Heavy machinery maker Caterpillardisappointed Wall Street with a second-quarter earnings miss on Friday and said economic growth in the U.S. and other developed economies was weaker than expected, sending its shares lower.
Although Caterpillar said demand was improving around the world and its outlook for China remained positive, it said that there are some signs of a slowdown there.
But investors focused on the earnings miss, which was partly caused by higher raw material prices, and the cautious tone in the company's comments. Not only did Caterpillar shares trade lower, but the company's outlook also weighed on other industrial stocks and the broader market.
“I think the big reason for the selloff is the fact they are lowering their global outlook to reflect obviously some of the things we’ve seen in Europe, but also the fact that people were expecting the core business would have seen a more robust improvement,” Brian Rayle, an analyst with Northcoast Research, told CNBC.
Caterpillar said net income rose to $1.02 billion, or $1.52 per share, in the second quarter, compared with $707 million, or $1.09 per share, a year earlier.
However, the latest period included certain acquisition-related expenses. Excluding those items, Caterpillar earned $1.72 a share.
Analysts had expected Caterpillar to report earnings of $1.74 a share on revenue of $13.56 billion, according to Thomson Reuters.
Revenue at the economic bellwether rose 37 percent to $14.23 billion from $10.4 billion a year ago.
"The bottom line disappointed," said Oliver Pursche, Co-Portfolio Manager of the GMG Defensive Beta Fund that holds Caterpillar shares. He said he may add to its position if they fall below $100.
"The area I'm concerned about is how they're managing their input costs," he said. "They appear to have a less capable hedging strategy."
Caterpillar faced headwinds from China and Japan, Pursche said, but it did a good job growing sales to record levels and has been especially successful at expanding in the critical Latin American market.

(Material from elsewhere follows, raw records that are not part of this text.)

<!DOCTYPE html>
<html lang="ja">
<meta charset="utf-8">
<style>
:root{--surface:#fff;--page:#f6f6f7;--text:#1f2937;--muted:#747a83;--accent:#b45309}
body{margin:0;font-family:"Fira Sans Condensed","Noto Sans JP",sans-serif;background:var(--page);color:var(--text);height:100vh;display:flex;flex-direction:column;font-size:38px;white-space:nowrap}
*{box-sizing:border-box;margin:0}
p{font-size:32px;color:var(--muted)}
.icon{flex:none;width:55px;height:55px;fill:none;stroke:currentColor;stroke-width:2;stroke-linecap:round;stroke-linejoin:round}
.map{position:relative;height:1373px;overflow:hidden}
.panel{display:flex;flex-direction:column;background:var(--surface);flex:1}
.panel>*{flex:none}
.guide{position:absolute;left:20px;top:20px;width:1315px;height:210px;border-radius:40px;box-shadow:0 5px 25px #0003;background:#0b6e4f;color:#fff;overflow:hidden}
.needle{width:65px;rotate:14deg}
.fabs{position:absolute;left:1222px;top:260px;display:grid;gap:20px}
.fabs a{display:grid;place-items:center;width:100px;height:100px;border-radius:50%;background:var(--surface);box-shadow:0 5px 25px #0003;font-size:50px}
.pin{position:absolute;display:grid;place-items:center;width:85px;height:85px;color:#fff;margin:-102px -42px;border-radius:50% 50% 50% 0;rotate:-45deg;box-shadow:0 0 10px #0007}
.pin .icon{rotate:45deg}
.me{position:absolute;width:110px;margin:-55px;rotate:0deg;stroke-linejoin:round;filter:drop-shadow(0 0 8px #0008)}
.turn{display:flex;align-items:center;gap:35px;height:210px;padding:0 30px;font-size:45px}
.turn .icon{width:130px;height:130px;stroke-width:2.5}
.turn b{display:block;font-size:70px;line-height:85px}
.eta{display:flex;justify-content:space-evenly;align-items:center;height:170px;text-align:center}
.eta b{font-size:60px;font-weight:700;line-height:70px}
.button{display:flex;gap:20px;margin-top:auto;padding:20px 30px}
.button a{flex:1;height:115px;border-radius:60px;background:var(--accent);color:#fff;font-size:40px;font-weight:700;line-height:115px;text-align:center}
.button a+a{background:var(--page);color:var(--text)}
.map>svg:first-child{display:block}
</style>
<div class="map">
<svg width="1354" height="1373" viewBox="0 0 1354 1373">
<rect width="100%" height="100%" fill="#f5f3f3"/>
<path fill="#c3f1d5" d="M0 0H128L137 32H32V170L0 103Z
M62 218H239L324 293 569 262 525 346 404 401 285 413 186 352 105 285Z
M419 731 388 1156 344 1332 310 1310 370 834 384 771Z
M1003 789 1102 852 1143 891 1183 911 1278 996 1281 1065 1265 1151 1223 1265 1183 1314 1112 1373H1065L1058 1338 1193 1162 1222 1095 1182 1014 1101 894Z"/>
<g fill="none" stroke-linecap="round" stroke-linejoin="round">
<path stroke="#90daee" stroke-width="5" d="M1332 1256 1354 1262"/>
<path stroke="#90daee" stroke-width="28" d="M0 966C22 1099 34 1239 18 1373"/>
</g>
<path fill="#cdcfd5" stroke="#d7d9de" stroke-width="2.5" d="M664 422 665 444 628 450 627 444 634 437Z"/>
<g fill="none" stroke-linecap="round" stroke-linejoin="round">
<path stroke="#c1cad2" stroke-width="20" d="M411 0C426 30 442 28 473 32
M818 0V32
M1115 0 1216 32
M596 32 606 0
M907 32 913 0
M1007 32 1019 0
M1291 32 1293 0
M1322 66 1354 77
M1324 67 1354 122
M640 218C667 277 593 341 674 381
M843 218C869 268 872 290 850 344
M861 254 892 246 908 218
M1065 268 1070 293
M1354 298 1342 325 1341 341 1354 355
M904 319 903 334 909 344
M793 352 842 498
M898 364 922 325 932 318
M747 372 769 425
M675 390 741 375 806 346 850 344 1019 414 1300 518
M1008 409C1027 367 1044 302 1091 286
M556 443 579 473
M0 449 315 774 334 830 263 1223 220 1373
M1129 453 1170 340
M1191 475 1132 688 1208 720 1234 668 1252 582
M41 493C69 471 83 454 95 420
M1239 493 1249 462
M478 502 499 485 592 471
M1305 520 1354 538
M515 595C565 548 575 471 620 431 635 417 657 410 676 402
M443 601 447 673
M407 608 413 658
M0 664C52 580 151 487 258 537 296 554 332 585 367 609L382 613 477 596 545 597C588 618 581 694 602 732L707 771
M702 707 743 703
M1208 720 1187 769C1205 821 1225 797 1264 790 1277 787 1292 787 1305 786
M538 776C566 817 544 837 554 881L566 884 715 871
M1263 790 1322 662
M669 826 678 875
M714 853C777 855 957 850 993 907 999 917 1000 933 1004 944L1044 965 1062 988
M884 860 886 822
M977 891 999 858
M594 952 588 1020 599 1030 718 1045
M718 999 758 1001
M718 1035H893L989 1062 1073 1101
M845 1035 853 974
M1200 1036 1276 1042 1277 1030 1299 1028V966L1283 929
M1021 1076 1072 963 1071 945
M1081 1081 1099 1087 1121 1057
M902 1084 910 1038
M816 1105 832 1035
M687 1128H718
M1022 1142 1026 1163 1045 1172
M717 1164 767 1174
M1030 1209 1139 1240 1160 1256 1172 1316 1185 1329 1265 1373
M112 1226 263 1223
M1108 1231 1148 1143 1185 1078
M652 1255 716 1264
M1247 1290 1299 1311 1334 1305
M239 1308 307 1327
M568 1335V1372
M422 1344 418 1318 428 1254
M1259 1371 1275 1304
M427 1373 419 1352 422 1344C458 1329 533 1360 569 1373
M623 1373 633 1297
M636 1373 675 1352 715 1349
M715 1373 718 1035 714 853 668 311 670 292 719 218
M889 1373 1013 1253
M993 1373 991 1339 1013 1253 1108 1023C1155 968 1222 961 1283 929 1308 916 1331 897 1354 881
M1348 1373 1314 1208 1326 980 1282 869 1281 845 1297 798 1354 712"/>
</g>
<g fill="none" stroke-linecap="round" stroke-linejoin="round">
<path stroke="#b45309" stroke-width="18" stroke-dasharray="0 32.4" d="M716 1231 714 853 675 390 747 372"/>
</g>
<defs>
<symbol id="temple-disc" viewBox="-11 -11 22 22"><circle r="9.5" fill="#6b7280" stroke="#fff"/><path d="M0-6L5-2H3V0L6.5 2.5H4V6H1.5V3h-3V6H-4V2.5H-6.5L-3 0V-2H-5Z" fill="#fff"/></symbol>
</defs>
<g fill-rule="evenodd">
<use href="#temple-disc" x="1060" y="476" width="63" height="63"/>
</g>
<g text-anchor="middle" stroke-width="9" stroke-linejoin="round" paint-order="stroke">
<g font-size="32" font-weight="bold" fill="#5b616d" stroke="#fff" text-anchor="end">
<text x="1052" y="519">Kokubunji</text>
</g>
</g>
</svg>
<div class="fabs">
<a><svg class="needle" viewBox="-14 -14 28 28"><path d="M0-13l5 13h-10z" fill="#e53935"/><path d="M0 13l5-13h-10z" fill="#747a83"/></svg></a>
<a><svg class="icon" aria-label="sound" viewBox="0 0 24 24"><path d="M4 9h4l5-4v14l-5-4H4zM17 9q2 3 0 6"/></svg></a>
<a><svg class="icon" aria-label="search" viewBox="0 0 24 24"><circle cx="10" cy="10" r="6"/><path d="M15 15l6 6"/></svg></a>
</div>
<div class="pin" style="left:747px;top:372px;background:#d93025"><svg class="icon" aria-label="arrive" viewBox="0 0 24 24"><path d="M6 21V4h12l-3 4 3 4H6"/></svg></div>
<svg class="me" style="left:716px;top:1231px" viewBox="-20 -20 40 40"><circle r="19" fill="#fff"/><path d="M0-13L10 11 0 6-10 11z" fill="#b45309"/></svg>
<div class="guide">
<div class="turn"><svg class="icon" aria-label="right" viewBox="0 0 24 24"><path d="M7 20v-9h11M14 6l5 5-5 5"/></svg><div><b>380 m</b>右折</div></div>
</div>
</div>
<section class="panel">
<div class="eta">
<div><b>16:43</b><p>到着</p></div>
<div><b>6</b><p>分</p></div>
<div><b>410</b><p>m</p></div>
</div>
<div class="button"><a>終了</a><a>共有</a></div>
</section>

"Caterpillar tends to be very sensitive to macro issues," Pursche said. "A 6 percent sell-off (in the stock) is an over-reaction."
The company said the March earthquake in Japan reduced its operating profit by $60 million because it boosted costs.
But the negative impact from Japan is now past, it said.
Caterpillar — whose rivals include Terex , Manitowoc , Joy Global , Volvo and Japan's Komatsu — said it expects its recently closed Bucyrus acquisition to add $2 billion to this year's sales. It estimated 2011 revenue of $54 billion to $56 billion.
Excluding Bucyrus, Caterpillar expects 2011 profit of $6.75 to $7.25 per share, raising its range by 50 cents on either end. Analysts expect 2011 profit of $7.08 a share.
"We've seen the guidance move up, but not enough to keep the street happy," Rayle said.
"The forward guidance is a little bit disappointing," said
Eric Marshall, director of research for Hodges Capital Management, which recently sold its Caterpillar holdings. "The dealer statistics were so strong throughout the quarter, it built in a lot of pretty high expectations," he said. "People expected a little bit more."
The company's stock had rebounded after a steep sell-off during the 2008-2009 recession and in May reached a record high. Before Friday's results, the shares had outperformed both their industrial peers and the Dow Jones industrial average, of which Caterpillar is a component.
Slower Economic Growth
Global economic growth will be slower in 2011 than last year, Caterpillar forecast, and U.S. economic growth will be moderate, curtailed by "a lack of confidence in the business climate."
Like many US multinationals, Caterpillar has been able to increase profits despite a slow economic recovery in its domestic market, since other economies, including the BRIC countries Brazil, Russia, India and China, are expanding rapidly. Caterpillar derives more than a third of its sales from such emerging markets.
China, however, has taken steps to cool its economy and tame inflation, now at multiyear highs. Higher interest rates and other policy moves have raised concerns among investors that China's growth could slow abruptly.
"We've seen some softening of growth in China," CEO Doug Oberhelman said in a statement, but added that expectations remain positive and China is doing a good job of balancing growth and inflation.
Caterpillar has benefited in recent quarters from strong demand in emerging markets for its machinery used in construction and from mining and other industries flush from high commodity prices. Emerging markets remain robust, the company said.